What you are asked to do: Whenever the word "nodes" turns up in a line of the data below, copy that line.

Data in this exercise:
= Beginning of Section =

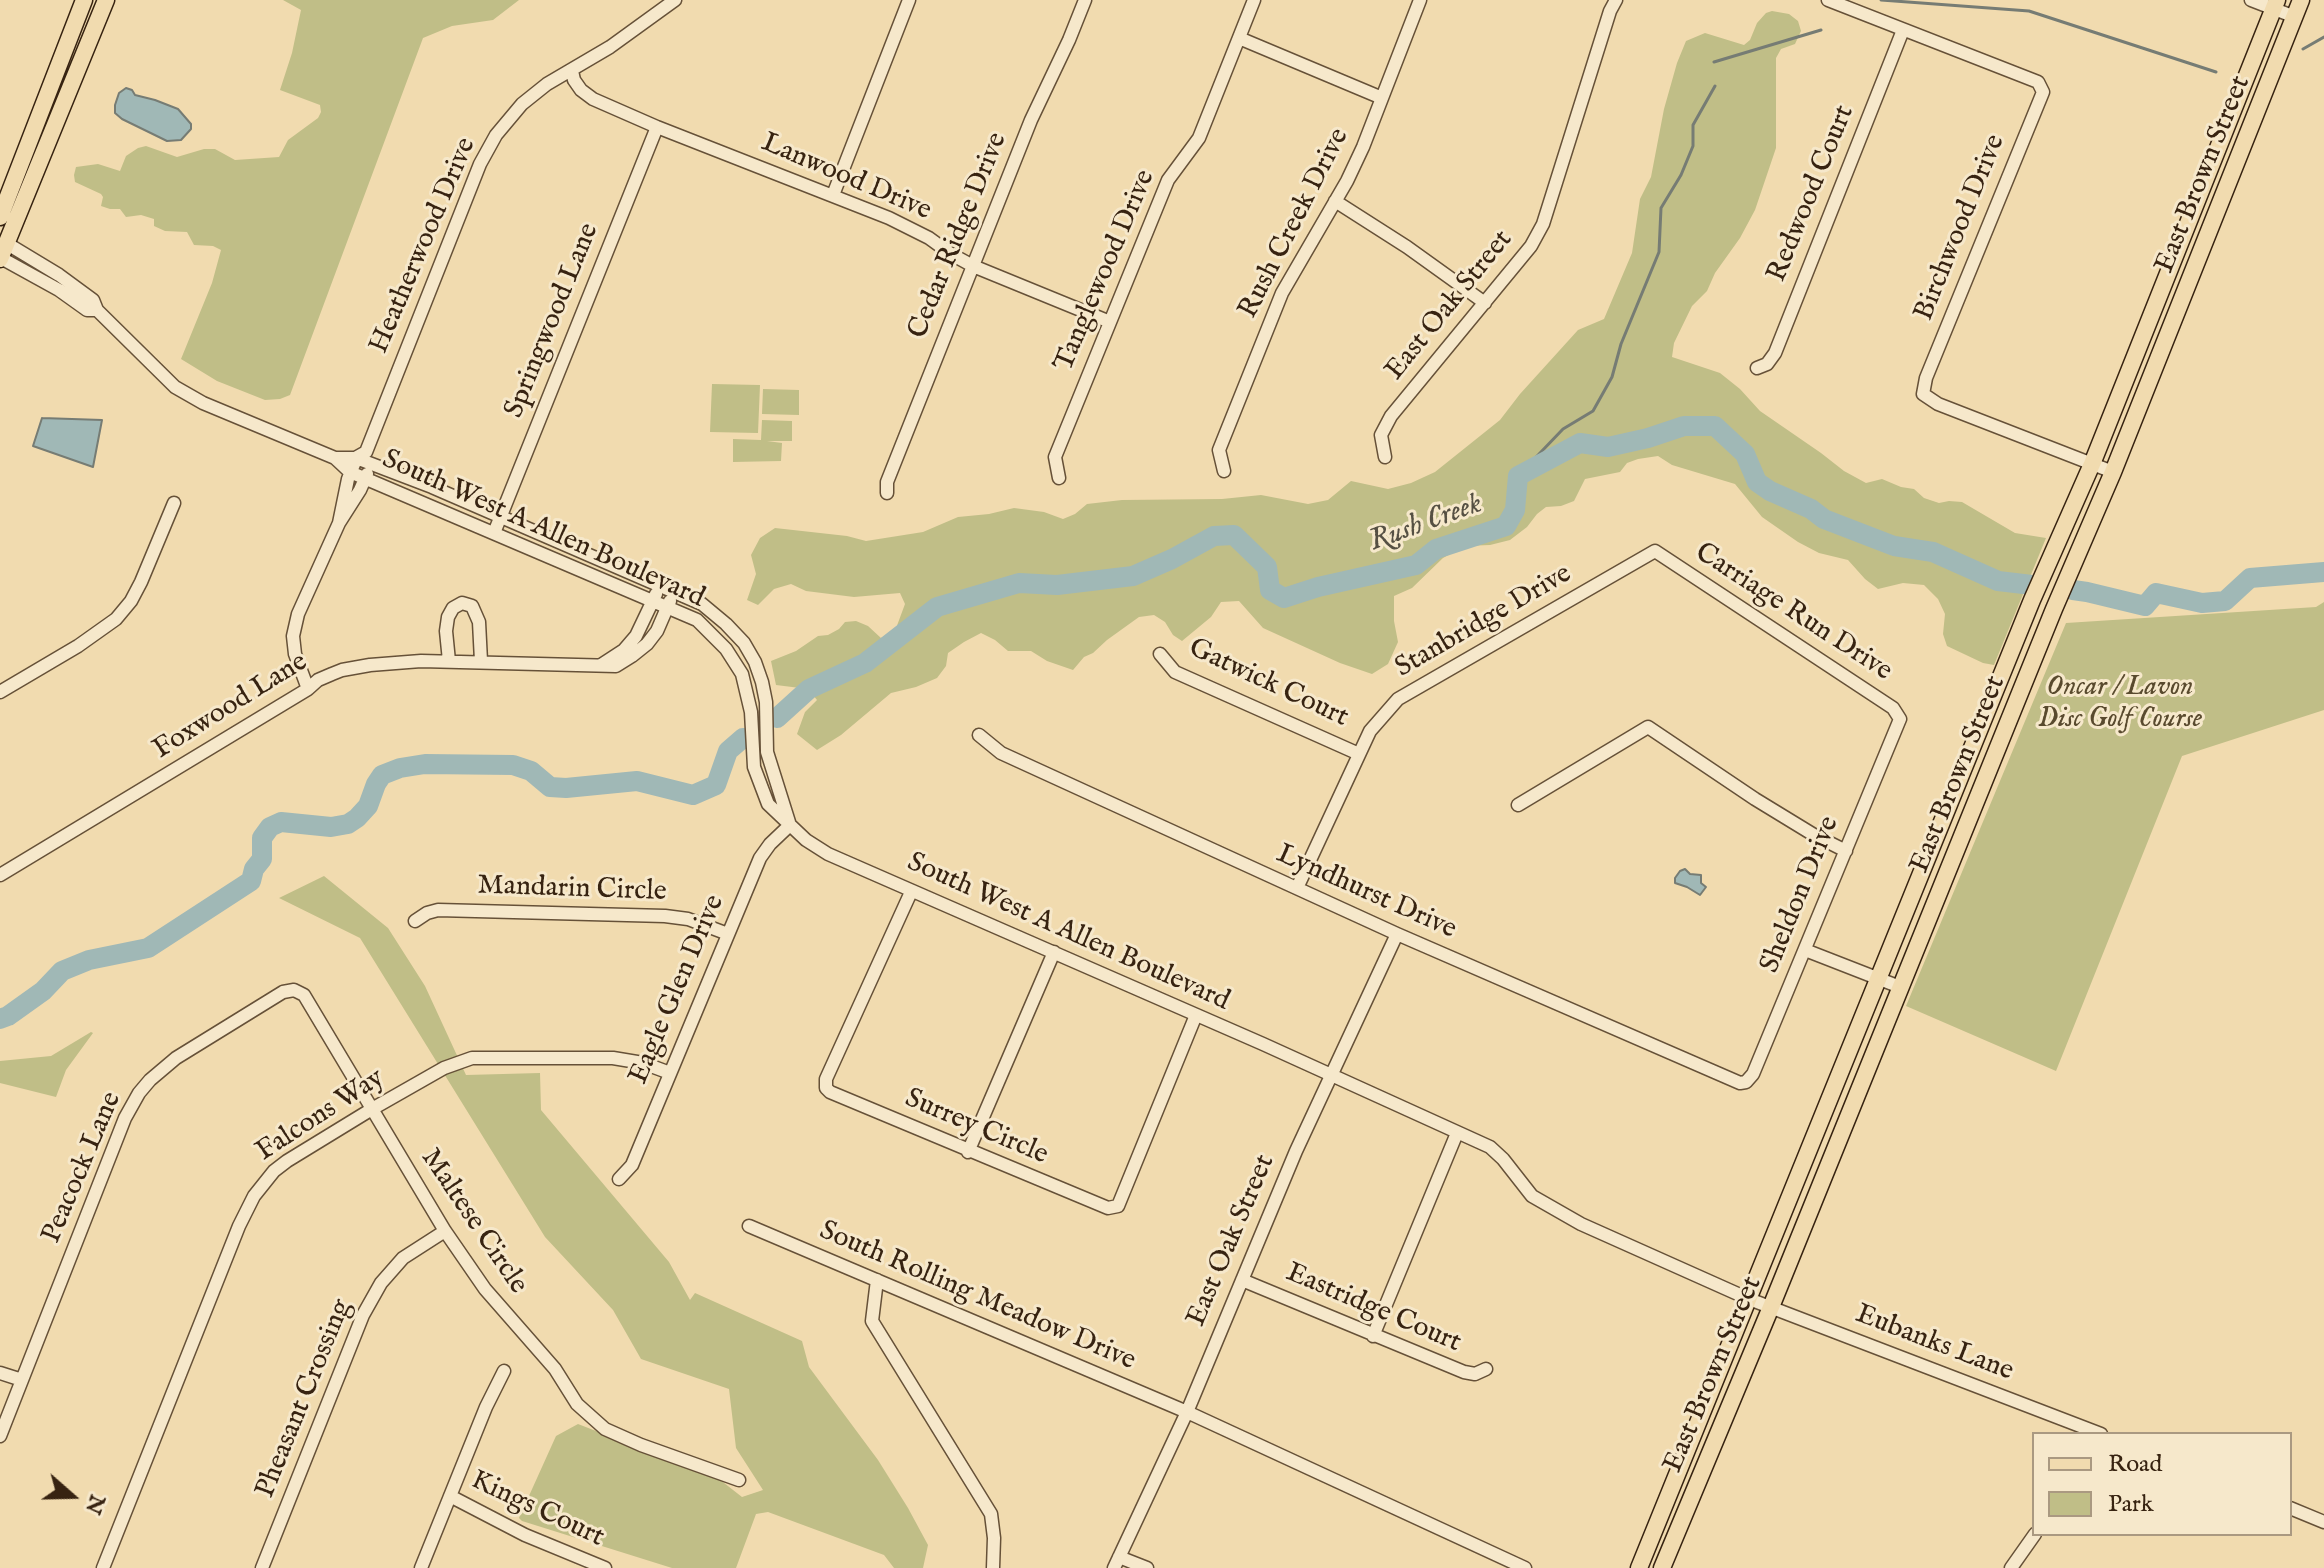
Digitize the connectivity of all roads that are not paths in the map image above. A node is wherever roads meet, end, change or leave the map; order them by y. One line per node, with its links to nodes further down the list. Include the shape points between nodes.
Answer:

= End of Section =
= Beginning of Section =

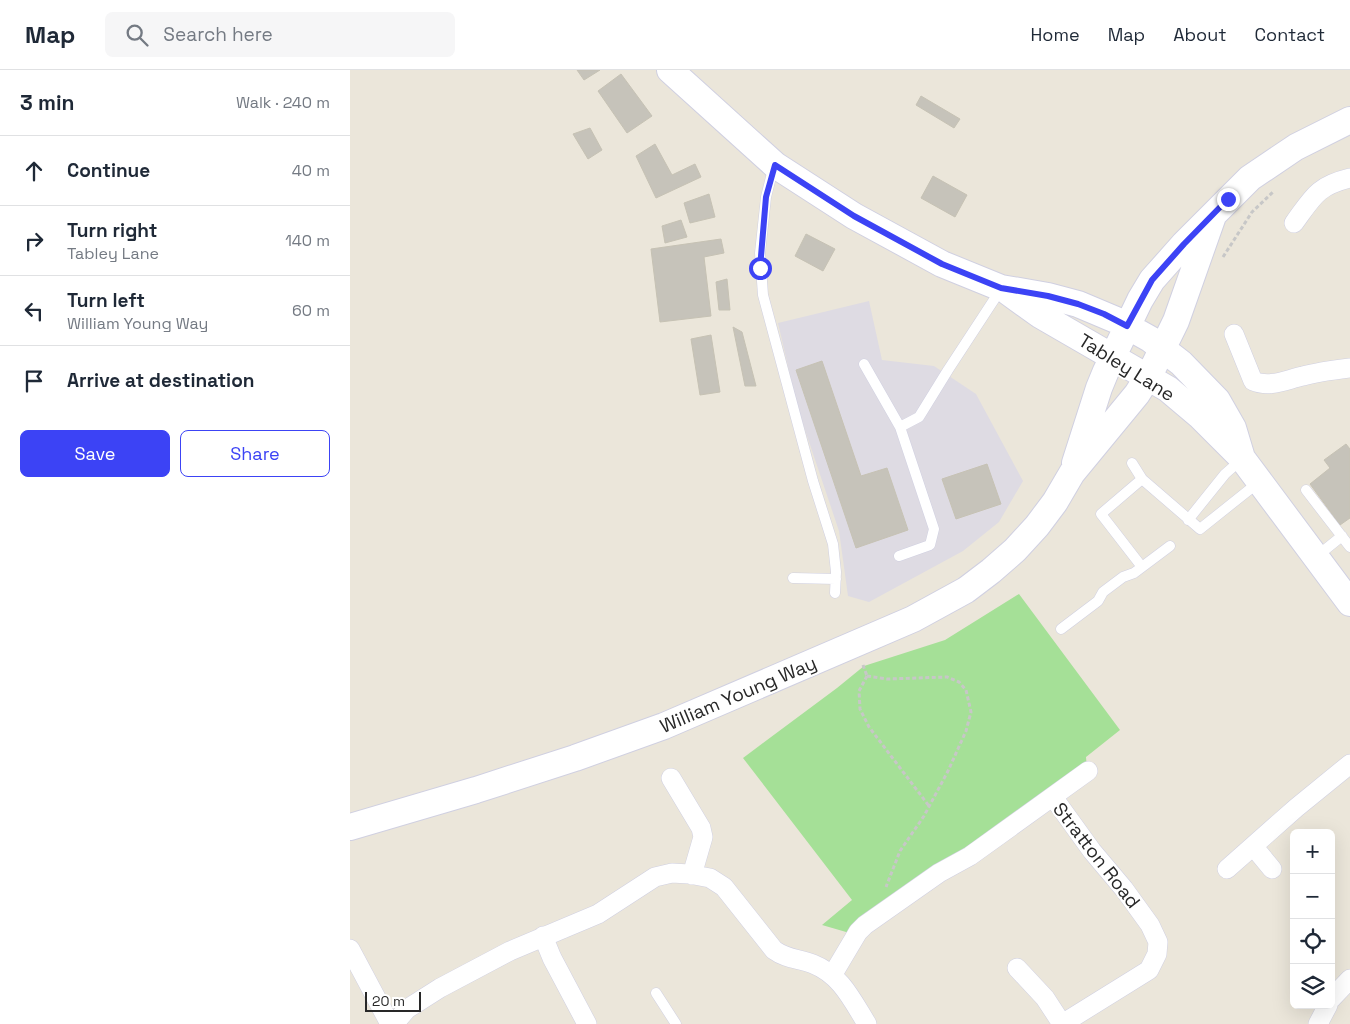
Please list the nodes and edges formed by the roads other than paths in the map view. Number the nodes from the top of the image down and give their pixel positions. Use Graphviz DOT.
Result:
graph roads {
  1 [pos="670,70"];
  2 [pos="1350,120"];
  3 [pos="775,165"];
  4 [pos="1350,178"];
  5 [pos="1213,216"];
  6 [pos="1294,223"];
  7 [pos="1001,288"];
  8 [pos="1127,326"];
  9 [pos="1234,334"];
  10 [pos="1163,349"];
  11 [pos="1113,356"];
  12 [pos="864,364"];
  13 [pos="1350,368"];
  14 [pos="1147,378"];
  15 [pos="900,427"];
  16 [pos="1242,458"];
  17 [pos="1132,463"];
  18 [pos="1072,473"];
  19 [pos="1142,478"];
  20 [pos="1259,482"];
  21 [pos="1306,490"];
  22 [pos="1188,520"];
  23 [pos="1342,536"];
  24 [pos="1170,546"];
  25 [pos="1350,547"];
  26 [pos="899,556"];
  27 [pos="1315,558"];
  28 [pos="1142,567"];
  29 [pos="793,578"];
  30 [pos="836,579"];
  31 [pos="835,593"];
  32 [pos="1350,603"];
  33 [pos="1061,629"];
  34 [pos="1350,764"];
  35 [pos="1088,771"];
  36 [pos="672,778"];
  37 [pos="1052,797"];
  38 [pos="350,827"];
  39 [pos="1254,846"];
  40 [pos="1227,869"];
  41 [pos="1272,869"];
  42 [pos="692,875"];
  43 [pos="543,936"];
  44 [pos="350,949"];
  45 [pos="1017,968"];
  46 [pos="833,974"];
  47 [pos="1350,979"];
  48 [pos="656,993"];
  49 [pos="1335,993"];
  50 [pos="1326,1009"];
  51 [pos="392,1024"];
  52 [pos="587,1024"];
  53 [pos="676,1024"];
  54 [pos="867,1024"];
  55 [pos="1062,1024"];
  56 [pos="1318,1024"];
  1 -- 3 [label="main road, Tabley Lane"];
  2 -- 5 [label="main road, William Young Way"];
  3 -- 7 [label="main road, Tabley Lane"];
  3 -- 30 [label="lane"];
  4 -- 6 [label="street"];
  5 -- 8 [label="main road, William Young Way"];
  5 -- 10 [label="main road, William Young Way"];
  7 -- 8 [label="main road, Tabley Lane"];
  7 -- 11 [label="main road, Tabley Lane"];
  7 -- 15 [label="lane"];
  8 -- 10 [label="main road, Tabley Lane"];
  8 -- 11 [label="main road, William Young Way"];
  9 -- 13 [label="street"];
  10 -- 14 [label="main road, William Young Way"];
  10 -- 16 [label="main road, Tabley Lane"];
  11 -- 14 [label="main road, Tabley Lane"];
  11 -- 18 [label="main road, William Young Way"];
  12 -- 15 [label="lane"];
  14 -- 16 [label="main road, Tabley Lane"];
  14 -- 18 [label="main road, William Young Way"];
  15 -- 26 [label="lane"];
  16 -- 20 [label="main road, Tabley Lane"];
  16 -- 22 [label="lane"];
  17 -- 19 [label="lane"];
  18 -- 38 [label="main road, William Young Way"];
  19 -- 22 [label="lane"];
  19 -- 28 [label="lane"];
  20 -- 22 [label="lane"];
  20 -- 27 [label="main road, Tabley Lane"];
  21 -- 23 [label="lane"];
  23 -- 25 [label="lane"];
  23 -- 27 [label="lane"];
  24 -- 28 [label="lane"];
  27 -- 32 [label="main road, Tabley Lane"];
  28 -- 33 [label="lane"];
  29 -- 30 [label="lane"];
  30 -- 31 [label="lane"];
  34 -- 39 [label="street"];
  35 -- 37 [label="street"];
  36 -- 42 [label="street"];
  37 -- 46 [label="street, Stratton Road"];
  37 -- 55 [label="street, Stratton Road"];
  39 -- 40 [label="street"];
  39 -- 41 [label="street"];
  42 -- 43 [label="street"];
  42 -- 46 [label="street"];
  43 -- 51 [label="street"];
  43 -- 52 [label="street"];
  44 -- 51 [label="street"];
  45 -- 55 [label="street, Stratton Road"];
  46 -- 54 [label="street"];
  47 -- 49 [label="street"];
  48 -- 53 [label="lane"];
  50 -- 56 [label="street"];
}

= End of Section =

Response to this exercise:
Digitize the connectivity of all roads that are not paths in the map image above. A node is wherever roads meet, end, change or leave the map; order them by y. One line per node, with its links to nodes further down the list. Include the shape points between nodes.
Please list the nodes and edges formed by the roads other than paths in the map view. Number the nodes from the top of the image down and give their pixel positions. Use Graphviz DOT.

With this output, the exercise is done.